I am delighted to be here to welcome warmly on behalf of the Government the launch of the new Breakthrough Fund. And I’m grateful to Adele and Damon for the opportunity to join you and to underline my support for the aims and objectives of this new fund.

Social enterprise is making a very important contribution in Britain today – contributing powerfully to a strong society and a strong economy. Social enterprises are successfully combining the creative genius of entrepreneurship with passionate commitment to overcoming injustice or social exclusion. In a previous Ministerial role some years ago I had the privilege of spending a week travelling round the country visiting social enterprises, and I was very impressed with what I saw.

One of the best known examples I visited was the Eden Project in Cornwall, where Tim Smit’s vision and determination had produced by the time I visited 1,700 jobs in the South West and given Cornwall one of Britain’s most popular tourist attractions.
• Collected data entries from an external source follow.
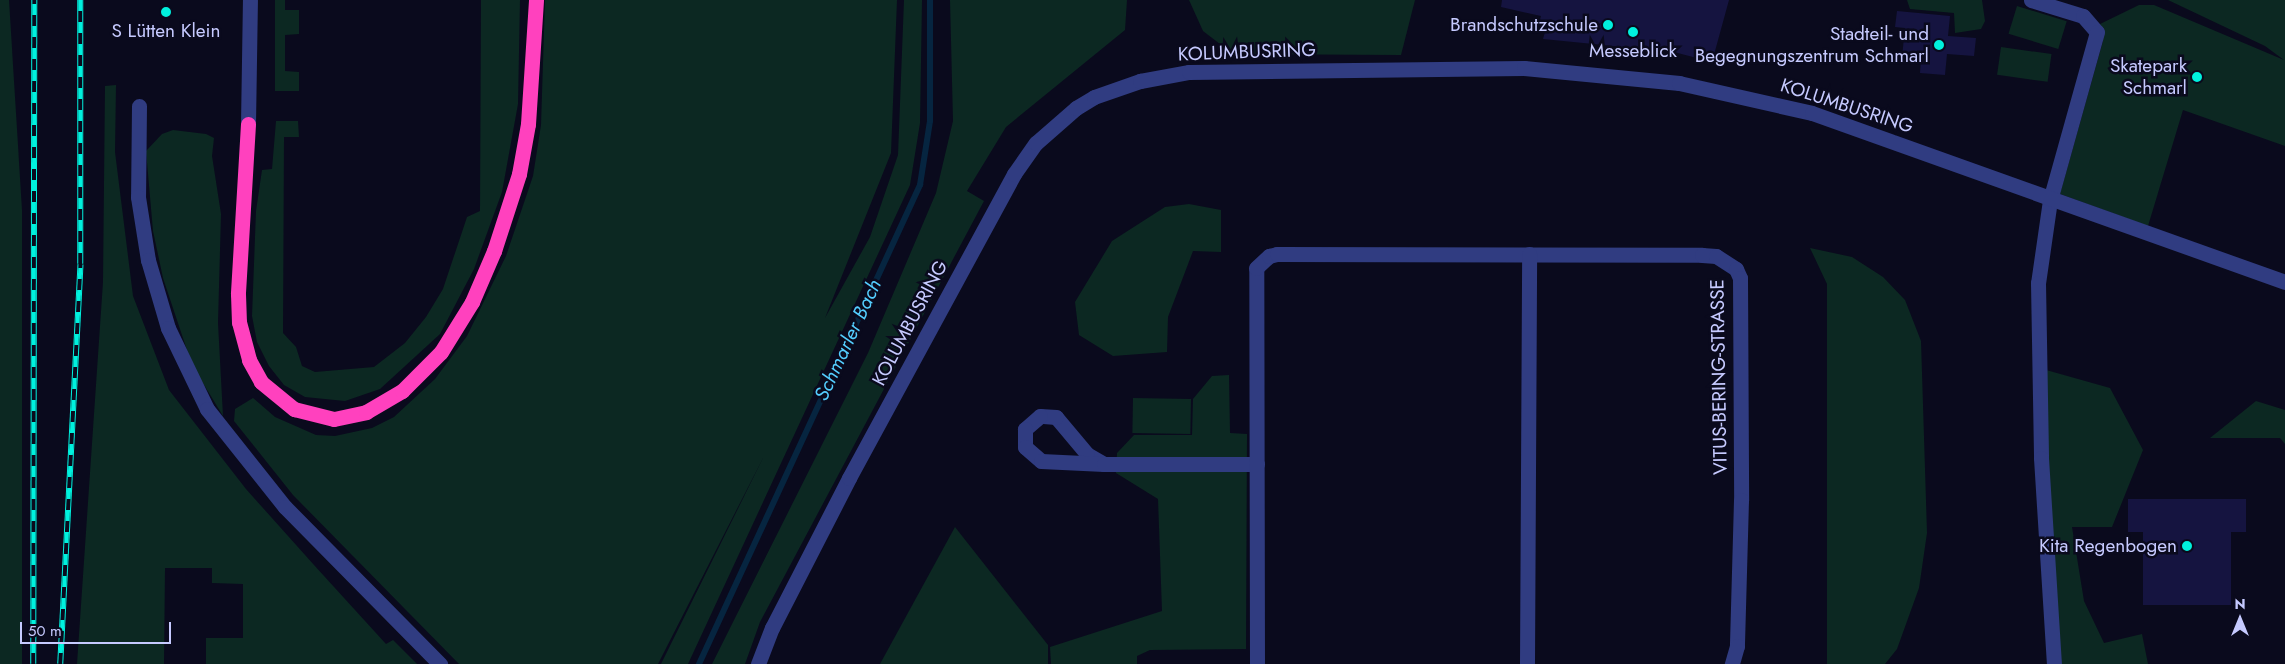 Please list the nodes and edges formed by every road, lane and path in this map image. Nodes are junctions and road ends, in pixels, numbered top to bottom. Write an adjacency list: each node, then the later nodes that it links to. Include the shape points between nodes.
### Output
1 (250, 0): 5 (street)
2 (2031, 0): 6 (street, via 2083,16 2094,23 2097,32)
3 (534, 4): 5 (highway, via 528,124 520,174 491,260 472,302 441,352 402,391 366,412 334,419 294,410 261,382 249,360 239,322 238,294)
4 (138, 106): 12 (street, via 138,197 148,260 168,328 207,409 285,507)
5 (248, 124)
6 (2050, 200): 8 (street, KOLUMBUSRING); 11 (street, via 2038,283 2038,324 2041,458); 13 (street, KOLUMBUSRING, via 1812,112 1679,83 1524,68 1220,71 1166,75 1114,89 1094,97 1054,125 1014,174 845,487 772,628)
7 (1529, 254): 10 (street, VITUS-BERING-STRASSE, via 1269,256 1256,268); 15 (street); 16 (street, VITUS-BERING-STRASSE, via 1716,256 1736,269 1740,278 1741,500 1737,646)
8 (2285, 282)
9 (1104, 464): 9 (street, via 1087,454 1056,417 1040,416 1025,429 1025,448 1038,460); 10 (street)
10 (1257, 464): 14 (street, VITUS-BERING-STRASSE)
11 (2056, 661)
12 (440, 664)
13 (758, 664)
14 (1257, 664)
15 (1527, 664)
16 (1732, 664) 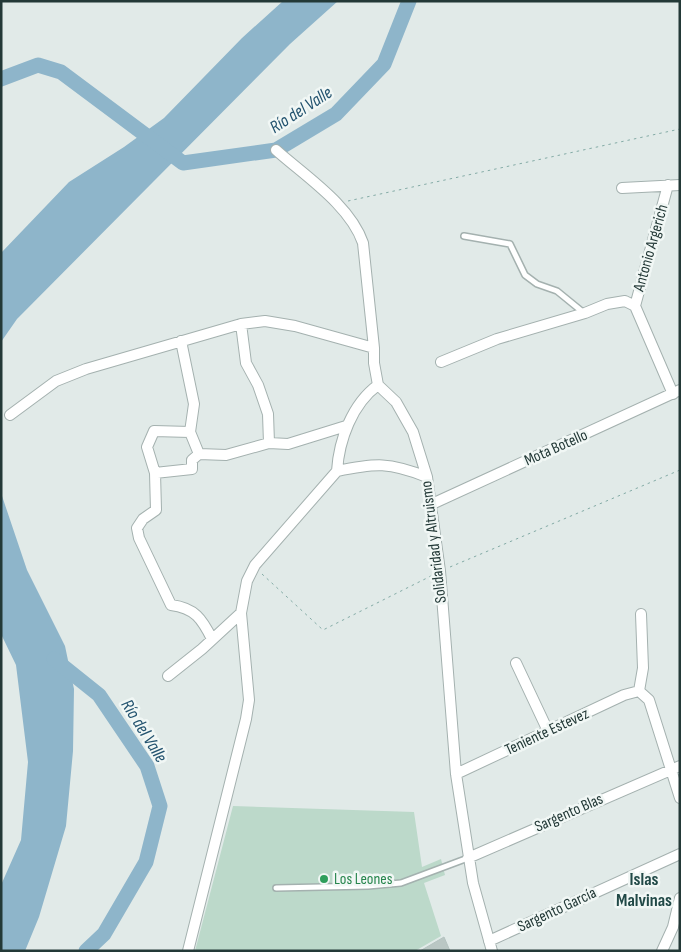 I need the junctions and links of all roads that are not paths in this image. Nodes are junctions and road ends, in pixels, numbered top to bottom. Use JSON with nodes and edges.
{"nodes":[{"id":1,"x":276,"y":150,"type":"dead end"},
{"id":2,"x":680,"y":185,"type":"edge"},
{"id":3,"x":668,"y":186,"type":"junction"},
{"id":4,"x":622,"y":188,"type":"dead end"},
{"id":5,"x":464,"y":236,"type":"dead end"},
{"id":6,"x":635,"y":306,"type":"junction"},
{"id":7,"x":585,"y":313,"type":"junction"},
{"id":8,"x":241,"y":324,"type":"junction"},
{"id":9,"x":181,"y":341,"type":"junction"},
{"id":10,"x":374,"y":348,"type":"junction"},
{"id":11,"x":441,"y":362,"type":"dead end"},
{"id":12,"x":378,"y":385,"type":"junction"},
{"id":13,"x":676,"y":392,"type":"edge"},
{"id":14,"x":10,"y":415,"type":"dead end"},
{"id":15,"x":346,"y":426,"type":"junction"},
{"id":16,"x":190,"y":432,"type":"junction"},
{"id":17,"x":269,"y":444,"type":"junction"},
{"id":18,"x":199,"y":454,"type":"junction"},
{"id":19,"x":337,"y":471,"type":"junction"},
{"id":20,"x":155,"y":473,"type":"junction"},
{"id":21,"x":427,"y":478,"type":"junction"},
{"id":22,"x":432,"y":504,"type":"junction"},
{"id":23,"x":240,"y":613,"type":"junction"},
{"id":24,"x":641,"y":614,"type":"dead end"},
{"id":25,"x":212,"y":639,"type":"junction"},
{"id":26,"x":516,"y":663,"type":"dead end"},
{"id":27,"x":168,"y":676,"type":"dead end"},
{"id":28,"x":639,"y":691,"type":"junction"},
{"id":29,"x":548,"y":731,"type":"junction"},
{"id":30,"x":675,"y":768,"type":"edge"},
{"id":31,"x":456,"y":774,"type":"junction"},
{"id":32,"x":680,"y":798,"type":"edge"},
{"id":33,"x":680,"y":854,"type":"edge"},
{"id":34,"x":468,"y":858,"type":"junction"},
{"id":35,"x":276,"y":888,"type":"dead end"},
{"id":36,"x":680,"y":898,"type":"edge"},
{"id":37,"x":490,"y":946,"type":"edge"},
{"id":38,"x":188,"y":951,"type":"edge"},
{"id":39,"x":662,"y":951,"type":"edge"}],
"edges":[{"from":1,"to":10,"type":"street"},
{"from":2,"to":3,"type":"street"},
{"from":3,"to":4,"type":"street"},
{"from":3,"to":6,"type":"street","name":"Antonio Argerich"},
{"from":5,"to":7,"type":"lane"},
{"from":6,"to":7,"type":"street"},
{"from":6,"to":13,"type":"street","name":"Antonio Argerich"},
{"from":7,"to":11,"type":"street"},
{"from":8,"to":9,"type":"street"},
{"from":8,"to":10,"type":"street"},
{"from":8,"to":17,"type":"street"},
{"from":9,"to":14,"type":"street"},
{"from":9,"to":16,"type":"street"},
{"from":10,"to":12,"type":"street"},
{"from":12,"to":15,"type":"street"},
{"from":12,"to":21,"type":"street","name":"Solidaridad y Altruismo"},
{"from":13,"to":22,"type":"street","name":"Mota Botello"},
{"from":15,"to":17,"type":"street"},
{"from":15,"to":19,"type":"street"},
{"from":16,"to":18,"type":"street"},
{"from":16,"to":20,"type":"street"},
{"from":17,"to":18,"type":"street"},
{"from":18,"to":20,"type":"street"},
{"from":19,"to":21,"type":"street"},
{"from":19,"to":23,"type":"street"},
{"from":20,"to":25,"type":"street"},
{"from":21,"to":22,"type":"street","name":"Solidaridad y Altruismo"},
{"from":22,"to":31,"type":"street","name":"Solidaridad y Altruismo"},
{"from":23,"to":25,"type":"street"},
{"from":23,"to":38,"type":"street"},
{"from":24,"to":28,"type":"street"},
{"from":25,"to":27,"type":"street"},
{"from":26,"to":29,"type":"street"},
{"from":28,"to":29,"type":"street","name":"Teniente Estevez"},
{"from":28,"to":30,"type":"street"},
{"from":29,"to":31,"type":"street","name":"Teniente Estevez"},
{"from":30,"to":32,"type":"street"},
{"from":30,"to":34,"type":"street","name":"Sargento Blas"},
{"from":31,"to":34,"type":"street","name":"Solidaridad y Altruismo"},
{"from":33,"to":37,"type":"street","name":"Sargento García"},
{"from":34,"to":35,"type":"lane"},
{"from":34,"to":37,"type":"street","name":"Solidaridad y Altruismo"},
{"from":36,"to":39,"type":"street"}]}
It has transformed the economy of rural Cornwall, a part of the country that has been among the most hard-pressed in the past. You could see that previously struggling hotels and boarding houses had been repainted and expanded. They were focusing on buying food and other supplies from local firms – Tim told me when I was there that they had invited 500 local firms to a supplier's conference and 478 of them turned up.

When I asked Tim what was the aim of the Eden Project. He said: "To change the world". This is ambition on a grand scale! And social entrepreneurs and social enterprises across the UK are changing the world for many people – employing their drive, determination and entrepreneurial thinking to build human capital, bringing people back into employment, reviving communities and improving the environment. The enthusiasm and dedication of the people involved are deeply impressive, and the results they are achieving are too. And so that is why I feel particular enthusiasm in welcoming the launch of this new fund, and the prospect of new social investment which it will open up.

Today I work closely on social enterprise and corporate responsibility bwith my colleague Phil Hope, Minister for the Third Sector, whose department now leads in the promotion of social enterprise across government. My department, the Business for Enterprise and Regulatory Reform (BERR), maintains a strong interest in this area and I do personally too.

The most recent research shows there are now at least 55,000 social enterprises in the UK, thats roughly 5% of all businesses with employees, contributing between them a combined turnover of £27 billion per year. The sector employs around 650,000 people. A survey of 15,000 social enterprises found one in five had a turnover of more than £1m per year. Since Community Interest Companies (CICs) were launched in Spring last year as a company form designed with a lock on assets specifically for social enterprise, almost 700 have been created. So we are talking about a sector which is already large, already contributing a great deal, but where we are convinced there is a great deal more potential to come.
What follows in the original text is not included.